Work required -> Word for word, retype the records below.

[Stored data]
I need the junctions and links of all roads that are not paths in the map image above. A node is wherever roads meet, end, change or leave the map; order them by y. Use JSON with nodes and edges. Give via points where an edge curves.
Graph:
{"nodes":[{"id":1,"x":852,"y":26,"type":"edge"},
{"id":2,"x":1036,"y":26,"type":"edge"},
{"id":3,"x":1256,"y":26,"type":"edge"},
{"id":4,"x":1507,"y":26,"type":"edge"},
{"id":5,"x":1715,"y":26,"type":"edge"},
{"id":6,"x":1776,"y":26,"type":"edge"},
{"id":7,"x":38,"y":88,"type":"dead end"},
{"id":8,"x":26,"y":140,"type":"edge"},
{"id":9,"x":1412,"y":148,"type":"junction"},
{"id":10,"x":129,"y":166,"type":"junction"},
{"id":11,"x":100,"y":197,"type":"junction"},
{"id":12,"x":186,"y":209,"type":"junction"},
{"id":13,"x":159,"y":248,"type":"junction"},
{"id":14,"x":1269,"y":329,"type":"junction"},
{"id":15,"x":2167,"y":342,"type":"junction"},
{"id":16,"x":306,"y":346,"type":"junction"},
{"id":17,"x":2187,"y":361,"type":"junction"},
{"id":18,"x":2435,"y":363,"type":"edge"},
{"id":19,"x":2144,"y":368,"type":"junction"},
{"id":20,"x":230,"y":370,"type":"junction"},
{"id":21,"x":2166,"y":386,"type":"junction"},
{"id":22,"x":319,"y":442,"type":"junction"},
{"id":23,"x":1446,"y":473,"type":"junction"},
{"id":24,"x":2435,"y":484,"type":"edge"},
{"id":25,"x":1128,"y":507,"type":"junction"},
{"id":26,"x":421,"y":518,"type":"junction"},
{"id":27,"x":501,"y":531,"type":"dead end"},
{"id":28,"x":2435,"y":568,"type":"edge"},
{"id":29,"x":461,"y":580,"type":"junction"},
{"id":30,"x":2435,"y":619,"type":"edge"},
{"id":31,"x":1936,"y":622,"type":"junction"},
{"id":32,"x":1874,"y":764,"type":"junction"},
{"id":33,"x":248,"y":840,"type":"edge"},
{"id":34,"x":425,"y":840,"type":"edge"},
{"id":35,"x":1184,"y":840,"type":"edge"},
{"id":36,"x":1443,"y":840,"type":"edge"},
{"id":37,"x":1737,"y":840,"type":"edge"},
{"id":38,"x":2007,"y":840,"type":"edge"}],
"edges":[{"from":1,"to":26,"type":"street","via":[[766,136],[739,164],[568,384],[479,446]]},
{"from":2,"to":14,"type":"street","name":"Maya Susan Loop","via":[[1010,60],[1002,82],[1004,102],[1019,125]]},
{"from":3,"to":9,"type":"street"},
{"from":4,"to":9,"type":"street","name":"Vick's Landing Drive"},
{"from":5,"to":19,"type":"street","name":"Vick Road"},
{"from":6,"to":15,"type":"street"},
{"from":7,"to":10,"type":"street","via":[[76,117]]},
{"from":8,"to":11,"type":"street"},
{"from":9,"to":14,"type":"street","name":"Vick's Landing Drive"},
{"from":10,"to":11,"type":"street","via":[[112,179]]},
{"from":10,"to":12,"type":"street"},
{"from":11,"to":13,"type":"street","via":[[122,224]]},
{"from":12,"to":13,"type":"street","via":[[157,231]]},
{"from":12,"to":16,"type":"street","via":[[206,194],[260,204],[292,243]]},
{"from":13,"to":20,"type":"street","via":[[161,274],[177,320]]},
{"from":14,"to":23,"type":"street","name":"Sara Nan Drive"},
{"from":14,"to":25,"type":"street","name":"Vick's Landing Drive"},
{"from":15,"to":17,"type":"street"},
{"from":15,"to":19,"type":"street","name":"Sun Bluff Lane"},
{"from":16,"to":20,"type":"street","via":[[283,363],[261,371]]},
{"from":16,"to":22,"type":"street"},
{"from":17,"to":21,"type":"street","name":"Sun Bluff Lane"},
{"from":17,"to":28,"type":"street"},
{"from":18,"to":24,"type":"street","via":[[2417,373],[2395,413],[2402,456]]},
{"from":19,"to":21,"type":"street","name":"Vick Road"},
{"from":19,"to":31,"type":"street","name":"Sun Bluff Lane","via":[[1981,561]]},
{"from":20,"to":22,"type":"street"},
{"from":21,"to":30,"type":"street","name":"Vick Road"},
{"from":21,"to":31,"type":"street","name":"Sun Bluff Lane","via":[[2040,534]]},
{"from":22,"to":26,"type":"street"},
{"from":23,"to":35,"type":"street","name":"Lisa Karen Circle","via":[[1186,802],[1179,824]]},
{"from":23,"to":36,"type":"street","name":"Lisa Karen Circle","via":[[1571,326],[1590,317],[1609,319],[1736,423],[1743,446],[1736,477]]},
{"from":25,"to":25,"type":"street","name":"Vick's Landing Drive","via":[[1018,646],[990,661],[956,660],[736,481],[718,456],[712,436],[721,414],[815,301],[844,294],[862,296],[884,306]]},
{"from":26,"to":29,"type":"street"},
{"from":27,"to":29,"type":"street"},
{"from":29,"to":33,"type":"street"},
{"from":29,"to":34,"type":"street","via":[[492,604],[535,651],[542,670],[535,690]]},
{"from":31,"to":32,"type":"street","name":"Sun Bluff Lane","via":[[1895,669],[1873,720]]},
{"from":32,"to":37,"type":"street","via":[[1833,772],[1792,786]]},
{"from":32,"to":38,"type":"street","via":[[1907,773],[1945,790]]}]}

Solved problem ->
I need the junctions and links of all roads that are not paths in the map image above. A node is wherever roads meet, end, change or leave the map; order them by y. Use JSON with nodes and edges. Give via points where an edge curves.
Graph:
{"nodes":[{"id":1,"x":852,"y":26,"type":"edge"},
{"id":2,"x":1036,"y":26,"type":"edge"},
{"id":3,"x":1256,"y":26,"type":"edge"},
{"id":4,"x":1507,"y":26,"type":"edge"},
{"id":5,"x":1715,"y":26,"type":"edge"},
{"id":6,"x":1776,"y":26,"type":"edge"},
{"id":7,"x":38,"y":88,"type":"dead end"},
{"id":8,"x":26,"y":140,"type":"edge"},
{"id":9,"x":1412,"y":148,"type":"junction"},
{"id":10,"x":129,"y":166,"type":"junction"},
{"id":11,"x":100,"y":197,"type":"junction"},
{"id":12,"x":186,"y":209,"type":"junction"},
{"id":13,"x":159,"y":248,"type":"junction"},
{"id":14,"x":1269,"y":329,"type":"junction"},
{"id":15,"x":2167,"y":342,"type":"junction"},
{"id":16,"x":306,"y":346,"type":"junction"},
{"id":17,"x":2187,"y":361,"type":"junction"},
{"id":18,"x":2435,"y":363,"type":"edge"},
{"id":19,"x":2144,"y":368,"type":"junction"},
{"id":20,"x":230,"y":370,"type":"junction"},
{"id":21,"x":2166,"y":386,"type":"junction"},
{"id":22,"x":319,"y":442,"type":"junction"},
{"id":23,"x":1446,"y":473,"type":"junction"},
{"id":24,"x":2435,"y":484,"type":"edge"},
{"id":25,"x":1128,"y":507,"type":"junction"},
{"id":26,"x":421,"y":518,"type":"junction"},
{"id":27,"x":501,"y":531,"type":"dead end"},
{"id":28,"x":2435,"y":568,"type":"edge"},
{"id":29,"x":461,"y":580,"type":"junction"},
{"id":30,"x":2435,"y":619,"type":"edge"},
{"id":31,"x":1936,"y":622,"type":"junction"},
{"id":32,"x":1874,"y":764,"type":"junction"},
{"id":33,"x":248,"y":840,"type":"edge"},
{"id":34,"x":425,"y":840,"type":"edge"},
{"id":35,"x":1184,"y":840,"type":"edge"},
{"id":36,"x":1443,"y":840,"type":"edge"},
{"id":37,"x":1737,"y":840,"type":"edge"},
{"id":38,"x":2007,"y":840,"type":"edge"}],
"edges":[{"from":1,"to":26,"type":"street","via":[[766,136],[739,164],[568,384],[479,446]]},
{"from":2,"to":14,"type":"street","name":"Maya Susan Loop","via":[[1010,60],[1002,82],[1004,102],[1019,125]]},
{"from":3,"to":9,"type":"street"},
{"from":4,"to":9,"type":"street","name":"Vick's Landing Drive"},
{"from":5,"to":19,"type":"street","name":"Vick Road"},
{"from":6,"to":15,"type":"street"},
{"from":7,"to":10,"type":"street","via":[[76,117]]},
{"from":8,"to":11,"type":"street"},
{"from":9,"to":14,"type":"street","name":"Vick's Landing Drive"},
{"from":10,"to":11,"type":"street","via":[[112,179]]},
{"from":10,"to":12,"type":"street"},
{"from":11,"to":13,"type":"street","via":[[122,224]]},
{"from":12,"to":13,"type":"street","via":[[157,231]]},
{"from":12,"to":16,"type":"street","via":[[206,194],[260,204],[292,243]]},
{"from":13,"to":20,"type":"street","via":[[161,274],[177,320]]},
{"from":14,"to":23,"type":"street","name":"Sara Nan Drive"},
{"from":14,"to":25,"type":"street","name":"Vick's Landing Drive"},
{"from":15,"to":17,"type":"street"},
{"from":15,"to":19,"type":"street","name":"Sun Bluff Lane"},
{"from":16,"to":20,"type":"street","via":[[283,363],[261,371]]},
{"from":16,"to":22,"type":"street"},
{"from":17,"to":21,"type":"street","name":"Sun Bluff Lane"},
{"from":17,"to":28,"type":"street"},
{"from":18,"to":24,"type":"street","via":[[2417,373],[2395,413],[2402,456]]},
{"from":19,"to":21,"type":"street","name":"Vick Road"},
{"from":19,"to":31,"type":"street","name":"Sun Bluff Lane","via":[[1981,561]]},
{"from":20,"to":22,"type":"street"},
{"from":21,"to":30,"type":"street","name":"Vick Road"},
{"from":21,"to":31,"type":"street","name":"Sun Bluff Lane","via":[[2040,534]]},
{"from":22,"to":26,"type":"street"},
{"from":23,"to":35,"type":"street","name":"Lisa Karen Circle","via":[[1186,802],[1179,824]]},
{"from":23,"to":36,"type":"street","name":"Lisa Karen Circle","via":[[1571,326],[1590,317],[1609,319],[1736,423],[1743,446],[1736,477]]},
{"from":25,"to":25,"type":"street","name":"Vick's Landing Drive","via":[[1018,646],[990,661],[956,660],[736,481],[718,456],[712,436],[721,414],[815,301],[844,294],[862,296],[884,306]]},
{"from":26,"to":29,"type":"street"},
{"from":27,"to":29,"type":"street"},
{"from":29,"to":33,"type":"street"},
{"from":29,"to":34,"type":"street","via":[[492,604],[535,651],[542,670],[535,690]]},
{"from":31,"to":32,"type":"street","name":"Sun Bluff Lane","via":[[1895,669],[1873,720]]},
{"from":32,"to":37,"type":"street","via":[[1833,772],[1792,786]]},
{"from":32,"to":38,"type":"street","via":[[1907,773],[1945,790]]}]}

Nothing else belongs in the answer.